(Saved entries)
▼
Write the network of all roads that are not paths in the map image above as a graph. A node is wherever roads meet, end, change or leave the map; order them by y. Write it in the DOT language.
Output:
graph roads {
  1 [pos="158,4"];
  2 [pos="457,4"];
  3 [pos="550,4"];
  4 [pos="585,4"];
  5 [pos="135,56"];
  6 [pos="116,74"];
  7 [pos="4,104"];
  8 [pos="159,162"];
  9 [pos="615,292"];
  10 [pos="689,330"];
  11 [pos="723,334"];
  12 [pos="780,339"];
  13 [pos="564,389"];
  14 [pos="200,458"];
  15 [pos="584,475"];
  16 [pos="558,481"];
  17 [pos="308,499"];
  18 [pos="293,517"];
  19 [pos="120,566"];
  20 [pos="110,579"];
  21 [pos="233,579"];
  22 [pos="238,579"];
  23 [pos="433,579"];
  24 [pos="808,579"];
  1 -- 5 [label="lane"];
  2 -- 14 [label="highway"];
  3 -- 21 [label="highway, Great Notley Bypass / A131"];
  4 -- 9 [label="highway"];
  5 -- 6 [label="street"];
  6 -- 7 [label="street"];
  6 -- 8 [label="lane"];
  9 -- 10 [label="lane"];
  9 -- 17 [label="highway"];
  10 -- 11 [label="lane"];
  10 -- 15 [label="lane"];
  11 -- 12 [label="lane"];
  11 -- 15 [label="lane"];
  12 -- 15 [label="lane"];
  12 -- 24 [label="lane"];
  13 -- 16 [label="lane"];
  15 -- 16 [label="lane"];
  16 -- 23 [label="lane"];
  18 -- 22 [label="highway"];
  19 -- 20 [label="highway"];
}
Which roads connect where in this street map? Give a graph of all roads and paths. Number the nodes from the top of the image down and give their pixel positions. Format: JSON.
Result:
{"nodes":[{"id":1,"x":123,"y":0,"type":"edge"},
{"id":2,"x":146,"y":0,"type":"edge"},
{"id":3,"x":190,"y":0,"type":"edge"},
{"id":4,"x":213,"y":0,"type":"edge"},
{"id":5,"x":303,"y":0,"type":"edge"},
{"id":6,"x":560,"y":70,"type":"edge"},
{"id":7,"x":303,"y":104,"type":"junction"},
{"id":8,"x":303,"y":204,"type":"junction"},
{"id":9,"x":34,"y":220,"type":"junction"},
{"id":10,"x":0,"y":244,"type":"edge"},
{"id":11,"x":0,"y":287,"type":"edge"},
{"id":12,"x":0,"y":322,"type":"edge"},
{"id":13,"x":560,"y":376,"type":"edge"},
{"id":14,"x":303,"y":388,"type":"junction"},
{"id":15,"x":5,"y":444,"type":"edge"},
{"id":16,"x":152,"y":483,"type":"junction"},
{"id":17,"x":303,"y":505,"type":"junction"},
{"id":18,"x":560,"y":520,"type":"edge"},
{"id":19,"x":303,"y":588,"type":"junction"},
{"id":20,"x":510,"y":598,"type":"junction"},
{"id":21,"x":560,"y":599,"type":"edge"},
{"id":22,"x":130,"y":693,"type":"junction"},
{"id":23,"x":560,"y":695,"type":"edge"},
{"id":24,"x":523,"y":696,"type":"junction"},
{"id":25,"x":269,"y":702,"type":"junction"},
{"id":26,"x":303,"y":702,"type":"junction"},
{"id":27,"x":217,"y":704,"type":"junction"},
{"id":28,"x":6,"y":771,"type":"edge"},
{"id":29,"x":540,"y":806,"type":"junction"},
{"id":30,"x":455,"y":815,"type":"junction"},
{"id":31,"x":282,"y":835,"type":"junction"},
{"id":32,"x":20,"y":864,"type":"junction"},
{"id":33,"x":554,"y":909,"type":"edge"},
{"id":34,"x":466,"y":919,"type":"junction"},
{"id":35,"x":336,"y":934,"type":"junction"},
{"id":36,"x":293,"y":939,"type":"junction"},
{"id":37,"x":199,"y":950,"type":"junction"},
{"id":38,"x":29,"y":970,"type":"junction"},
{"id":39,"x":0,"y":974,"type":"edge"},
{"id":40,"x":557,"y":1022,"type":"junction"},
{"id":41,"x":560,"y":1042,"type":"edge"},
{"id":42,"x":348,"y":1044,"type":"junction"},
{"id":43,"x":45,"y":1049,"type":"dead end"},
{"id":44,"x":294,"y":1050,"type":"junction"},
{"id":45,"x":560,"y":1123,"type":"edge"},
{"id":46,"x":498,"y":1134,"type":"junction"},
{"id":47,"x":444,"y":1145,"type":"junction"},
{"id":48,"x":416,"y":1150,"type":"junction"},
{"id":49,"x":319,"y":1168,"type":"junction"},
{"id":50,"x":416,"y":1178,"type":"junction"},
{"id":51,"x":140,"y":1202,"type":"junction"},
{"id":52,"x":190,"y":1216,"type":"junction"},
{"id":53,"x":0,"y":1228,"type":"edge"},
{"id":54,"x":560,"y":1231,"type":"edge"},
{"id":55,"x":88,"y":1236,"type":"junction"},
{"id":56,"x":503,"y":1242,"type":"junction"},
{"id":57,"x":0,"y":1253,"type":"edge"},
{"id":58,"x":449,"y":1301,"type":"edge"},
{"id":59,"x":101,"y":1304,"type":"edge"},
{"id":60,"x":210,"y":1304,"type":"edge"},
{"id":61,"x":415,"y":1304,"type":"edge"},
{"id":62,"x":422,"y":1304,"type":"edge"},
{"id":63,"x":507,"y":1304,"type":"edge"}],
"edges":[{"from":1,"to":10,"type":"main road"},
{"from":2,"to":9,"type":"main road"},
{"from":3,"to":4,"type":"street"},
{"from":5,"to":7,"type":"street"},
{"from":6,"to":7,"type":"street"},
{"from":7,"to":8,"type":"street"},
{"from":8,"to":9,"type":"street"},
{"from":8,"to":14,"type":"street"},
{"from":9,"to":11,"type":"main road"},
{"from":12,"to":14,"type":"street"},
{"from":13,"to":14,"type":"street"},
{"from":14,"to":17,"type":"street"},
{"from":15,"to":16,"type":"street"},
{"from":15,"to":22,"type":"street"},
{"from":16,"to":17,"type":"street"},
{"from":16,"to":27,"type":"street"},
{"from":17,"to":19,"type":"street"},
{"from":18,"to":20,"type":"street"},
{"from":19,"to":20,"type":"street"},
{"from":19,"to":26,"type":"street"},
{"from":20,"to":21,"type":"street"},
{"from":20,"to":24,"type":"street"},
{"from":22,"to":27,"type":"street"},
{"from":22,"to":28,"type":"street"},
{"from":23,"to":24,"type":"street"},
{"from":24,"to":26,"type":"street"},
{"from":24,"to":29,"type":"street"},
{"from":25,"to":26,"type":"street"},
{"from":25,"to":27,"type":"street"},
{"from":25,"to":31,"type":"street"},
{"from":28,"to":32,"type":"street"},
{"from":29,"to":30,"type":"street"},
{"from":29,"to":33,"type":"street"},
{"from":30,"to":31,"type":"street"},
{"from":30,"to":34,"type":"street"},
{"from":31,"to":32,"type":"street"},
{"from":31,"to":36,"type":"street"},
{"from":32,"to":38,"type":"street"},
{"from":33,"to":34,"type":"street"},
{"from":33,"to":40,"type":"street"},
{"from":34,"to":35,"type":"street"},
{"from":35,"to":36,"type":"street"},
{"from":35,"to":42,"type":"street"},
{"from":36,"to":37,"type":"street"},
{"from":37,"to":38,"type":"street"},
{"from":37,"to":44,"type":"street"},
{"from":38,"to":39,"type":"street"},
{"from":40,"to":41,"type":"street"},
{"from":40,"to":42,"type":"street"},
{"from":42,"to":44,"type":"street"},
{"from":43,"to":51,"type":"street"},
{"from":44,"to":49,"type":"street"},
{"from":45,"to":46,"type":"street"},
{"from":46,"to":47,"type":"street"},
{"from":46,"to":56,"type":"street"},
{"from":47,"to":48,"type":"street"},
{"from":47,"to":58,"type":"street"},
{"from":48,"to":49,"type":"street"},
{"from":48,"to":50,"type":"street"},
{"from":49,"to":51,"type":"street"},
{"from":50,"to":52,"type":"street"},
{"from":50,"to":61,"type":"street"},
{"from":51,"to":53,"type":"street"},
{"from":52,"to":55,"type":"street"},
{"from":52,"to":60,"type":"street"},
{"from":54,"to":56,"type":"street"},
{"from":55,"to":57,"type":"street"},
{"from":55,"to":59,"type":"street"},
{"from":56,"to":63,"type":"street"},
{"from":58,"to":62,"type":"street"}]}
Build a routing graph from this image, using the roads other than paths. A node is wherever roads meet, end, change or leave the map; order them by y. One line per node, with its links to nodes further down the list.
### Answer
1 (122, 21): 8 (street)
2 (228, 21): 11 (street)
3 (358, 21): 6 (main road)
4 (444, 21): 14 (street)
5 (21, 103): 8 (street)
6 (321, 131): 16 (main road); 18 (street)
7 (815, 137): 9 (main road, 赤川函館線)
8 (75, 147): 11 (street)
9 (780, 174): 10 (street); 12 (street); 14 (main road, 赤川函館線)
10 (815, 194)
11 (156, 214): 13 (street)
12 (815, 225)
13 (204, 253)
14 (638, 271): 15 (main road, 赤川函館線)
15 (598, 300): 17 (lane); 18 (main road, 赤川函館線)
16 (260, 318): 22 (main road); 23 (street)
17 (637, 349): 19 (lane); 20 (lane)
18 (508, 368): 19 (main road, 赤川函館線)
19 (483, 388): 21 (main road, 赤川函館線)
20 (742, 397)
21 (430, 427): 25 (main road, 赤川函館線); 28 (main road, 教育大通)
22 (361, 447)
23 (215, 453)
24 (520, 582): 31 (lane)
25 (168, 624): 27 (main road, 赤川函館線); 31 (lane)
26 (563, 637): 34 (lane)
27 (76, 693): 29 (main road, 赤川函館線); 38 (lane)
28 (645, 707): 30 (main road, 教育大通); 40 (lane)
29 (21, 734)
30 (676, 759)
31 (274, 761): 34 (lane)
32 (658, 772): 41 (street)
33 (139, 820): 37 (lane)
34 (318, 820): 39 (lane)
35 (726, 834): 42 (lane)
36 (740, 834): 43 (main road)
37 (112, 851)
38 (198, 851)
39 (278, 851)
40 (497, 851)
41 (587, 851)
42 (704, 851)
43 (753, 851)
▲
# [Task goal]
From the first line of the records above to the line that contains "Which roads connect", quote each line exactly.

# [Problem solution]
Write the network of all roads that are not paths in the map image above as a graph. A node is wherever roads meet, end, change or leave the map; order them by y. Write it in the DOT language.
Output:
graph roads {
  1 [pos="158,4"];
  2 [pos="457,4"];
  3 [pos="550,4"];
  4 [pos="585,4"];
  5 [pos="135,56"];
  6 [pos="116,74"];
  7 [pos="4,104"];
  8 [pos="159,162"];
  9 [pos="615,292"];
  10 [pos="689,330"];
  11 [pos="723,334"];
  12 [pos="780,339"];
  13 [pos="564,389"];
  14 [pos="200,458"];
  15 [pos="584,475"];
  16 [pos="558,481"];
  17 [pos="308,499"];
  18 [pos="293,517"];
  19 [pos="120,566"];
  20 [pos="110,579"];
  21 [pos="233,579"];
  22 [pos="238,579"];
  23 [pos="433,579"];
  24 [pos="808,579"];
  1 -- 5 [label="lane"];
  2 -- 14 [label="highway"];
  3 -- 21 [label="highway, Great Notley Bypass / A131"];
  4 -- 9 [label="highway"];
  5 -- 6 [label="street"];
  6 -- 7 [label="street"];
  6 -- 8 [label="lane"];
  9 -- 10 [label="lane"];
  9 -- 17 [label="highway"];
  10 -- 11 [label="lane"];
  10 -- 15 [label="lane"];
  11 -- 12 [label="lane"];
  11 -- 15 [label="lane"];
  12 -- 15 [label="lane"];
  12 -- 24 [label="lane"];
  13 -- 16 [label="lane"];
  15 -- 16 [label="lane"];
  16 -- 23 [label="lane"];
  18 -- 22 [label="highway"];
  19 -- 20 [label="highway"];
}
Which roads connect where in this street map? Give a graph of all roads and paths. Number the nodes from the top of the image down and give their pixel positions. Format: JSON.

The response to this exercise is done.